→ DATASET EXCERPTS
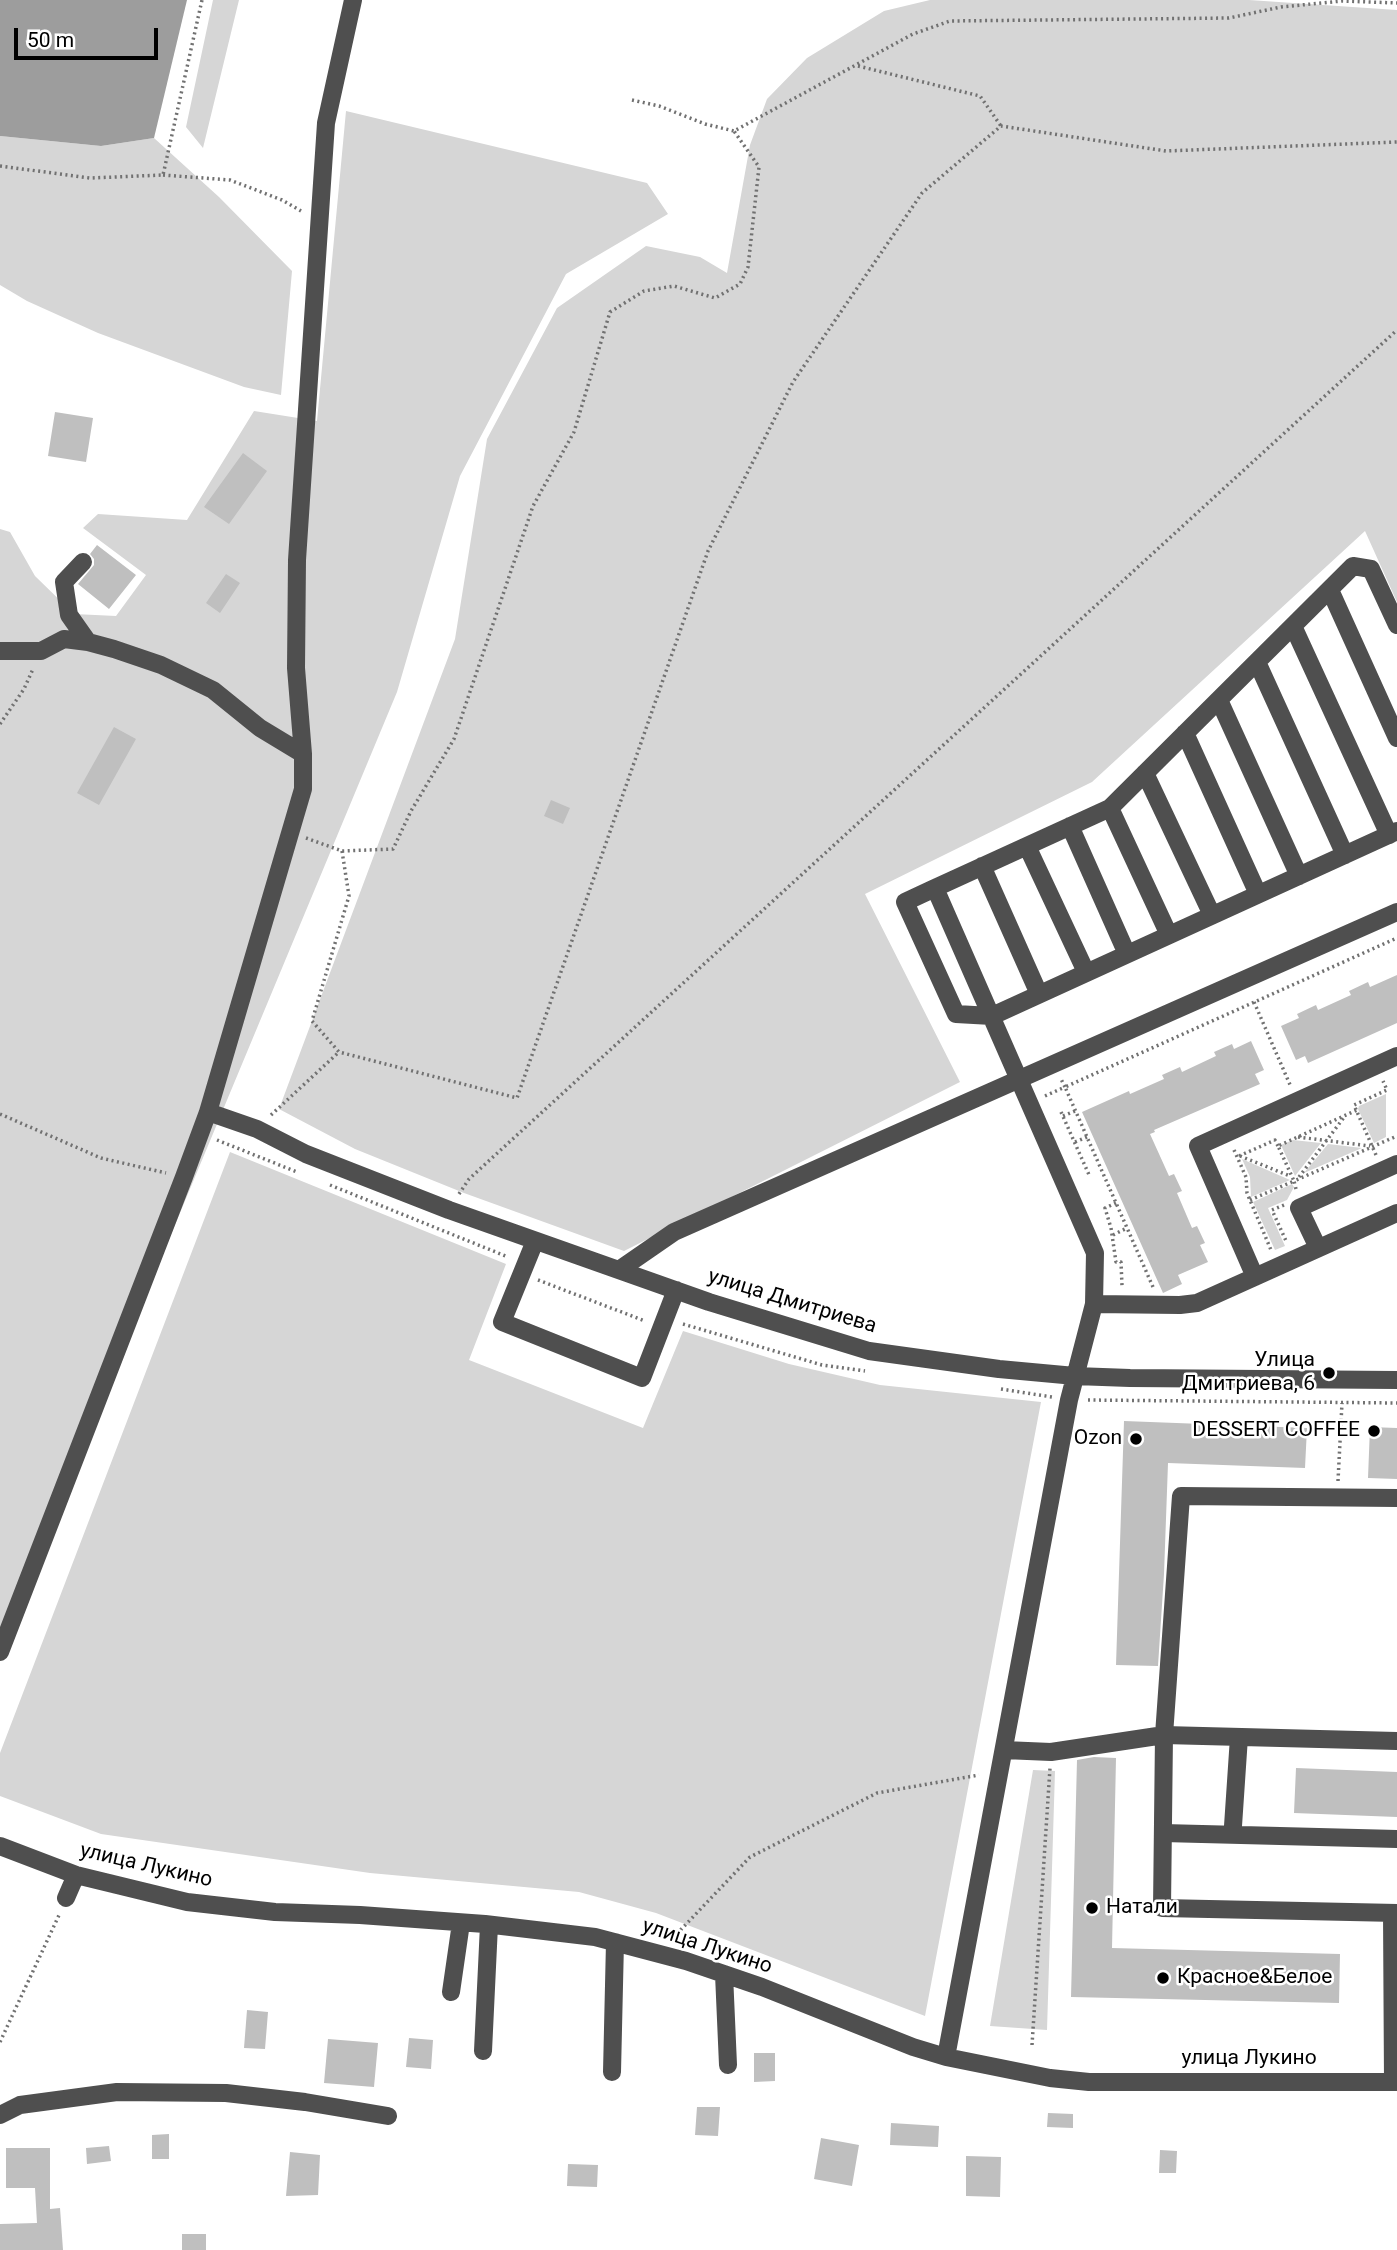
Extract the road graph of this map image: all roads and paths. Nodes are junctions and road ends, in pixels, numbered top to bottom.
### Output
1 (202, 0) edge
2 (353, 0) edge
3 (1391, 1) edge
4 (1397, 3) edge
5 (858, 65) junction
6 (632, 100) dead end
7 (1001, 126) junction
8 (734, 131) junction
9 (1397, 142) edge
10 (0, 166) edge
11 (163, 175) junction
12 (318, 238) junction
13 (1397, 330) edge
14 (83, 562) dead end
15 (1330, 590) junction
16 (1397, 625) edge
17 (1293, 626) junction
18 (89, 642) junction
19 (0, 651) edge
20 (41, 651) junction
21 (1257, 662) junction
22 (1219, 700) junction
23 (0, 724) edge
24 (1185, 733) junction
25 (1397, 738) edge
26 (303, 754) junction
27 (1145, 773) junction
28 (1110, 808) junction
29 (1070, 826) junction
30 (291, 833) junction
31 (1393, 833) edge
32 (1027, 846) junction
33 (342, 851) junction
34 (1345, 855) junction
35 (982, 866) junction
36 (1299, 876) junction
37 (935, 888) junction
38 (1258, 894) junction
39 (1397, 912) edge
40 (1212, 915) junction
41 (1169, 935) junction
42 (1397, 938) edge
43 (1127, 954) junction
44 (1086, 972) junction
45 (1039, 994) junction
46 (1254, 1002) junction
47 (992, 1016) junction
48 (339, 1052) junction
49 (1397, 1056) edge
50 (1054, 1064) junction
51 (1389, 1074) dead end
52 (1019, 1079) junction
53 (1065, 1087) junction
54 (1293, 1091) dead end
55 (1030, 1103) junction
56 (1357, 1110) junction
57 (1075, 1111) junction
58 (208, 1112) junction
59 (0, 1114) edge
60 (1346, 1115) junction
61 (257, 1129) junction
62 (1226, 1133) junction
63 (1087, 1137) junction
64 (1298, 1137) junction
65 (1326, 1140) junction
66 (1074, 1142) junction
67 (1278, 1146) junction
68 (1239, 1156) junction
69 (1397, 1164) edge
70 (184, 1177) junction
71 (1090, 1177) dead end
72 (1292, 1177) junction
73 (1297, 1180) dead end
74 (1250, 1200) junction
75 (1116, 1203) junction
76 (449, 1210) junction
77 (1397, 1213) edge
78 (1127, 1228) junction
79 (1112, 1235) junction
80 (535, 1241) junction
81 (1318, 1248) junction
82 (1273, 1255) dead end
83 (619, 1270) junction
84 (1255, 1277) junction
85 (677, 1290) junction
86 (1122, 1295) dead end
87 (1157, 1296) dead end
88 (1094, 1304) junction
89 (1075, 1376) junction
90 (1397, 1380) edge
91 (1069, 1400) junction
92 (1342, 1403) junction
93 (1397, 1403) edge
94 (1337, 1498) junction
95 (1397, 1498) edge
96 (0, 1652) edge
97 (1164, 1735) junction
98 (1239, 1737) junction
99 (1397, 1741) edge
100 (1004, 1750) junction
101 (1051, 1752) junction
102 (979, 1775) dead end
103 (1233, 1826) dead end
104 (1163, 1833) junction
105 (1397, 1839) edge
106 (0, 1846) edge
107 (76, 1875) junction
108 (66, 1898) joint
109 (1394, 1913) edge
110 (460, 1923) junction
111 (489, 1925) junction
112 (673, 1938) dead end
113 (615, 1942) junction
114 (724, 1974) junction
115 (451, 1992) dead end
116 (0, 2042) edge
117 (1032, 2045) dead end
118 (483, 2051) dead end
119 (946, 2057) junction
120 (728, 2066) dead end
121 (612, 2071) dead end
122 (1395, 2081) edge
123 (0, 2115) edge
124 (388, 2116) dead end

1 - 11 path
2 - 12 street
3 - 4 path
3 - 5 path
5 - 7 path
5 - 8 path
6 - 8 path
7 - 9 path
7 - 48 path
8 - 33 path
10 - 11 path
11 - 12 path
12 - 26 street
13 - 76 path
14 - 18 street
15 - 16 street
15 - 17 street
15 - 25 street
17 - 21 street
17 - 31 street
18 - 20 street
18 - 26 street
19 - 20 street
20 - 23 path
21 - 22 street
21 - 34 street
22 - 24 street
22 - 36 street
24 - 27 street
24 - 38 street
26 - 30 street
27 - 28 street
27 - 40 street
28 - 29 street
28 - 41 street
29 - 32 street
29 - 43 street
30 - 33 path
30 - 58 street
31 - 34 street
32 - 35 street
32 - 44 street
33 - 48 path
34 - 36 street
35 - 37 street
35 - 45 street
36 - 38 street
37 - 47 street
37 - 47 street
38 - 40 street
39 - 50 street
40 - 41 street
41 - 43 street
42 - 46 path
43 - 44 street
44 - 45 street
45 - 47 street
46 - 53 path
46 - 54 path
47 - 52 street
48 - 61 path
49 - 62 street
50 - 52 street
50 - 53 path
51 - 56 path
52 - 55 street
52 - 83 street
53 - 55 path
53 - 57 path
55 - 88 street
56 - 60 path
56 - 65 path
57 - 63 path
57 - 66 path
58 - 61 street, улица Дмитриева
58 - 70 street
59 - 70 path
60 - 64 path
60 - 65 path
61 - 76 street, улица Дмитриева
62 - 68 path
62 - 84 street
63 - 66 path
63 - 75 path
64 - 65 path
64 - 67 path
65 - 73 path
66 - 71 path
67 - 68 path
67 - 72 path
68 - 72 path
68 - 74 path
69 - 81 street
70 - 96 street
72 - 74 path
74 - 82 path
75 - 78 path
75 - 79 path
76 - 80 street, улица Дмитриева
77 - 81 street
78 - 79 path
78 - 87 path
79 - 86 path
80 - 83 street, улица Дмитриева
80 - 85 street
81 - 84 street
83 - 85 street, улица Дмитриева
84 - 88 street
85 - 89 street, улица Дмитриева
88 - 89 street
89 - 90 street, улица Дмитриева
89 - 91 street
91 - 92 path
91 - 100 street
92 - 93 path
92 - 94 path
94 - 95 street
94 - 97 street
97 - 98 street
97 - 101 street
97 - 104 street
98 - 99 street
98 - 103 street
100 - 101 street
100 - 119 street
101 - 117 path
102 - 112 path
104 - 105 street
104 - 109 street
106 - 107 street, улица Лукино
107 - 108 street
107 - 110 street, улица Лукино
108 - 116 path
109 - 122 street
110 - 111 street, улица Лукино
110 - 115 street
111 - 113 street, улица Лукино
111 - 118 street
113 - 114 street, улица Лукино
113 - 121 street
114 - 119 street, улица Лукино
114 - 120 street
119 - 122 street, улица Лукино
123 - 124 street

→ PROBLEM REQUIREMENTS
Wherever a line of the records above contains the string "Лукино", copy that line out.

→ PROBLEM SOLUTION
106 - 107 street, улица Лукино
107 - 110 street, улица Лукино
110 - 111 street, улица Лукино
111 - 113 street, улица Лукино
113 - 114 street, улица Лукино
114 - 119 street, улица Лукино
119 - 122 street, улица Лукино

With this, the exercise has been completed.